Fassade

Neue Rinnensysteme setzen Richtlinie um

Durch das Inkrafttreten der Flachdachrichtlinie (FDRL) haben sich unter anderem Änderungen bei Anschlüssen an Türen ergeben, auf die ACO Hochbau mit neuen Rinnensystemen reagiert hat.

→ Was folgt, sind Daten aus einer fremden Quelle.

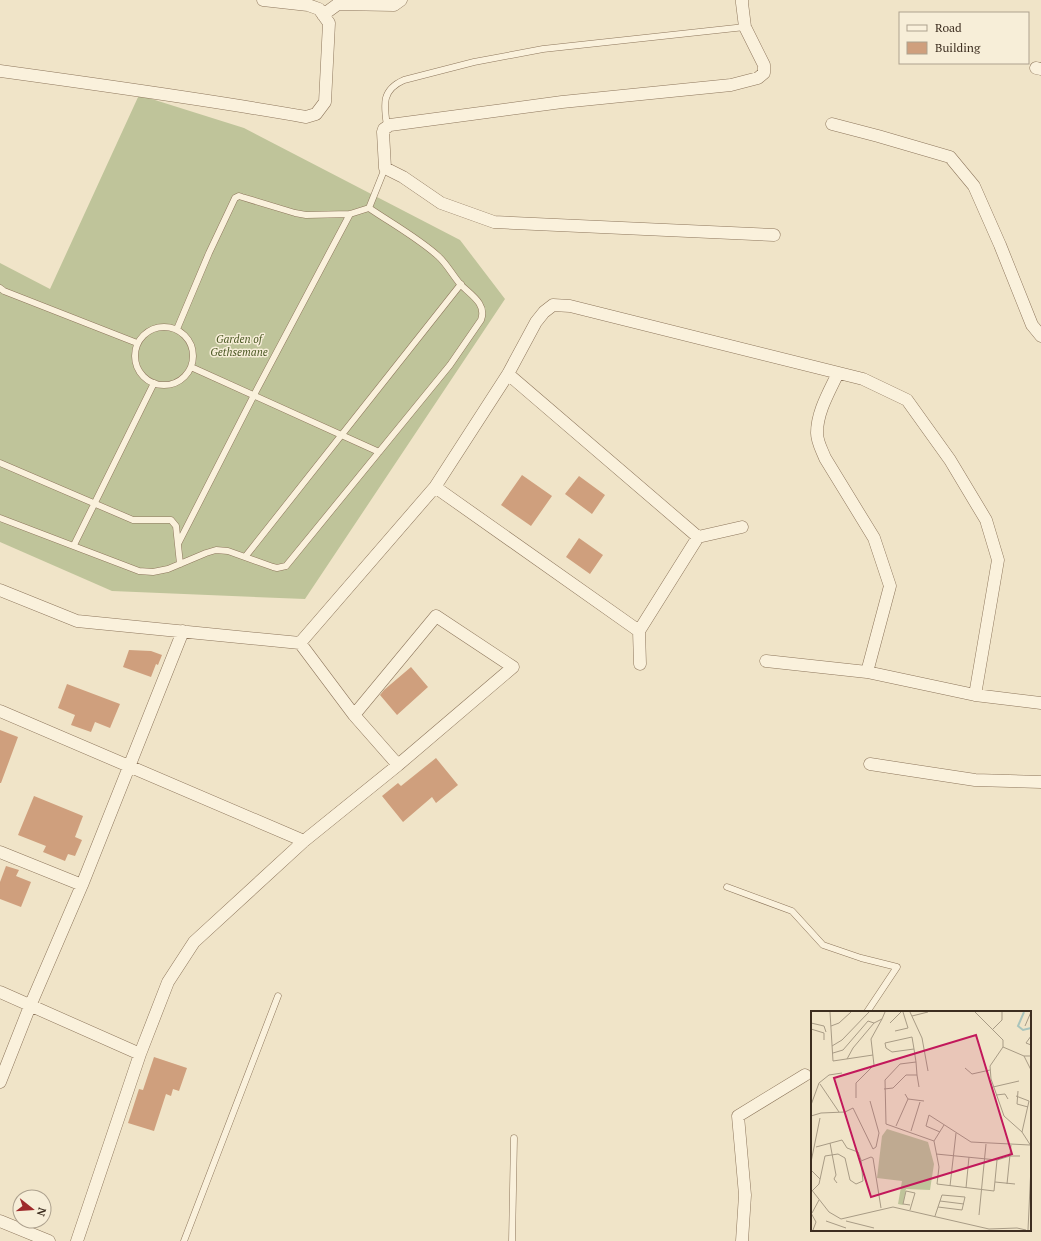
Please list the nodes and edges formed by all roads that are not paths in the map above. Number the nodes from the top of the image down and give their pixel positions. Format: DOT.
graph roads {
  1 [pos="263,0"];
  2 [pos="401,0"];
  3 [pos="742,0"];
  4 [pos="323,15"];
  5 [pos="745,27"];
  6 [pos="0,71"];
  7 [pos="832,124"];
  8 [pos="387,126"];
  9 [pos="385,168"];
  10 [pos="369,208"];
  11 [pos="350,214"];
  12 [pos="774,234"];
  13 [pos="461,284"];
  14 [pos="2,290"];
  15 [pos="177,329"];
  16 [pos="1041,336"];
  17 [pos="137,343"];
  18 [pos="191,367"];
  19 [pos="838,373"];
  20 [pos="508,374"];
  21 [pos="154,383"];
  22 [pos="254,395"];
  23 [pos="341,435"];
  24 [pos="379,452"];
  25 [pos="0,463"];
  26 [pos="435,487"];
  27 [pos="95,504"];
  28 [pos="0,518"];
  29 [pos="742,527"];
  30 [pos="698,537"];
  31 [pos="178,544"];
  32 [pos="74,545"];
  33 [pos="245,557"];
  34 [pos="180,564"];
  35 [pos="0,590"];
  36 [pos="183,631"];
  37 [pos="639,631"];
  38 [pos="300,643"];
  39 [pos="766,661"];
  40 [pos="640,664"];
  41 [pos="867,672"];
  42 [pos="975,695"];
  43 [pos="1041,703"];
  44 [pos="0,712"];
  45 [pos="354,715"];
  46 [pos="870,764"];
  47 [pos="398,765"];
  48 [pos="130,767"];
  49 [pos="1041,782"];
  50 [pos="304,841"];
  51 [pos="0,852"];
  52 [pos="82,885"];
  53 [pos="727,887"];
  54 [pos="0,992"];
  55 [pos="278,996"];
  56 [pos="30,1006"];
  57 [pos="868,1011"];
  58 [pos="140,1054"];
  59 [pos="809,1074"];
  60 [pos="0,1082"];
  61 [pos="514,1138"];
  62 [pos="0,1221"];
  63 [pos="49,1241"];
  64 [pos="77,1241"];
  65 [pos="184,1241"];
  66 [pos="512,1241"];
  67 [pos="742,1241"];
  1 -- 4 [label="street"];
  2 -- 4 [label="street"];
  3 -- 5 [label="street"];
  4 -- 6 [label="street"];
  5 -- 8 [label="lane"];
  5 -- 8 [label="street"];
  7 -- 16 [label="street"];
  8 -- 9 [label="street"];
  9 -- 10 [label="lane"];
  9 -- 12 [label="street"];
  10 -- 11 [label="lane"];
  10 -- 13 [label="lane"];
  11 -- 15 [label="lane"];
  11 -- 22 [label="lane"];
  13 -- 23 [label="lane"];
  13 -- 24 [label="lane"];
  14 -- 17 [label="lane"];
  15 -- 17 [label="lane"];
  15 -- 18 [label="lane"];
  17 -- 21 [label="lane"];
  18 -- 21 [label="lane"];
  18 -- 22 [label="lane"];
  19 -- 20 [label="street"];
  19 -- 41 [label="street"];
  19 -- 42 [label="street"];
  20 -- 26 [label="street"];
  20 -- 30 [label="street"];
  21 -- 27 [label="lane"];
  22 -- 23 [label="lane"];
  22 -- 31 [label="lane"];
  23 -- 24 [label="lane"];
  23 -- 33 [label="lane"];
  24 -- 33 [label="lane"];
  25 -- 27 [label="lane"];
  26 -- 37 [label="street"];
  26 -- 38 [label="street"];
  27 -- 31 [label="lane"];
  27 -- 32 [label="lane"];
  28 -- 32 [label="lane"];
  29 -- 30 [label="street"];
  30 -- 37 [label="street"];
  31 -- 34 [label="lane"];
  32 -- 34 [label="lane"];
  33 -- 34 [label="lane"];
  35 -- 36 [label="street"];
  36 -- 38 [label="street"];
  36 -- 48 [label="street"];
  37 -- 40 [label="street"];
  38 -- 45 [label="street"];
  39 -- 41 [label="street"];
  41 -- 42 [label="street"];
  42 -- 43 [label="street"];
  44 -- 48 [label="street"];
  45 -- 47 [label="street"];
  45 -- 47 [label="street"];
  46 -- 49 [label="street"];
  47 -- 50 [label="street"];
  48 -- 50 [label="street"];
  48 -- 52 [label="street"];
  50 -- 58 [label="street"];
  51 -- 52 [label="street"];
  52 -- 56 [label="street"];
  53 -- 57 [label="lane"];
  54 -- 56 [label="street"];
  55 -- 65 [label="lane"];
  56 -- 58 [label="street"];
  56 -- 60 [label="street"];
  58 -- 64 [label="street"];
  59 -- 67 [label="street"];
  61 -- 66 [label="lane"];
  62 -- 63 [label="street"];
}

Mit der neuen FDRL wurde nicht nur der Geltungsbereich erweitert, auch bisherige Regeln wurden überarbeitet. So entfällt beispielsweise die Unterscheidung zwischen genutzten und ungenutzten Dachflächen, wodurch ein Balkon oder eine Terrasse auch der Flachdachrichtlinie unterliegt.
Insbesondere im sensiblen Tür- und Fassadenbereich von Terrassen, Dachgärten und Balkonen muss zu jeder Zeit sichergestellt sein, dass keine Feuchtigkeit von außen in das Gebäude eindringen kann. Unter 4.4. (1) der FDRL »Anschlüsse an Türen« heißt es_ Die Anschlusshöhe soll mindestens 0,15 m über der Oberfläche des Belags, der Kiesschüttung oder der Begrünung betragen. Bei Abdichtungen ohne Beläge, Kiesschüttung oder Begrünung bezieht sich die Anschlusshöhe auf die Abdichtungsoberfläche.
Explizit wird neben dem Türbereich in der neuen FDRL nun auch der Fensterelementbereich aufgeführt. So ist eine Verringerung der Anschlusshöhe nach FDRL 4.4. (2) jedoch dann möglich, »wenn bedingt durch die örtlichen Verhältnisse zu jeder Zeit ein einwandfreier Wasserablauf im Tür-/Fenster­elementbereich sichergestellt ist und die Spritzwasserbelastung minimiert wird«, also wenn dort z.B. ein rinnenförmiger Entwässerungsrost oder eine vergleichbare Konstruktion jeweils mit unmittelbarem Anschluss an die Entwässerung oder ein rinnenförmiger Entwässerungsrost bei Belägen auf Stelzen eingebaut wird. In solchen Fällen soll die Anschlusshöhe jedoch mindestens 0,05 m betragen.
Die in der Flachdachrichtlinie, aber auch in der DIN 18195, Teil 5 und der DIN 18531 geforderte Anschlusshöhe für Bauwerksabdichtungen von 15 cm kann laut Hersteller durch den Einsatz der Linienentwässerungssysteme »ACO Profiline« und »ACO Roofline« im Tür- und Fenster­elementbereich auf die geforderten 5 cm reduziert werden. Denn die Rinnensysteme arbeiten laut Angaben von ACO auf zwei Ebenen_ Sie entwässern an der Oberfläche, gleichzeitig führen sie das Wasser auf der darunter liegenden Dränageschicht ab. Damit ist ein einwandfreier Wasserablauf im Tür-/Fensterelementbereich sichergestellt.
Um auch der Forderung der FDRL in Bezug auf Spritzwasserbelastung nachzukommen (»Wenn die Spritzwasserbelastung nicht durch eine Überdachung minimiert wird, sollten Gitteroste mit einer Breite von mindestens 150 mm verwendet werden«), stehen inerhalb des Linien­entwässerungssystems auch Rinnen mit einer Baubreite von 155 mm zur Verfügung.
Die neuen, regelkonformen Rinnensysteme sind laut Hersteller, wie auch die weiteren Ausführungen (Baubreiten von 100 mm bis 250 mm) der Produktfamilien, zur Umsetzung von barrierefreien Türkonstruktionen geeignet.
Alle Ausführungen des Typs »ACO Profi­line« sind in Edelstahl und Stahl verzinkt erhältlich, begehbar bzw. rollstuhlbefahrbar und werden durch ein Rostprogramm ergänzt. Durch variable Höheneinstellung ist eine millimetergenaue Anpassung an die örtlichen Bodenverhältnisse möglich. Damit will ACO nicht nur der zukunftsweisenden Forderung nach barrierefreiem Bauen entsprechen, sondern auch den Qualitätsansprüchen von Architekten und Planern.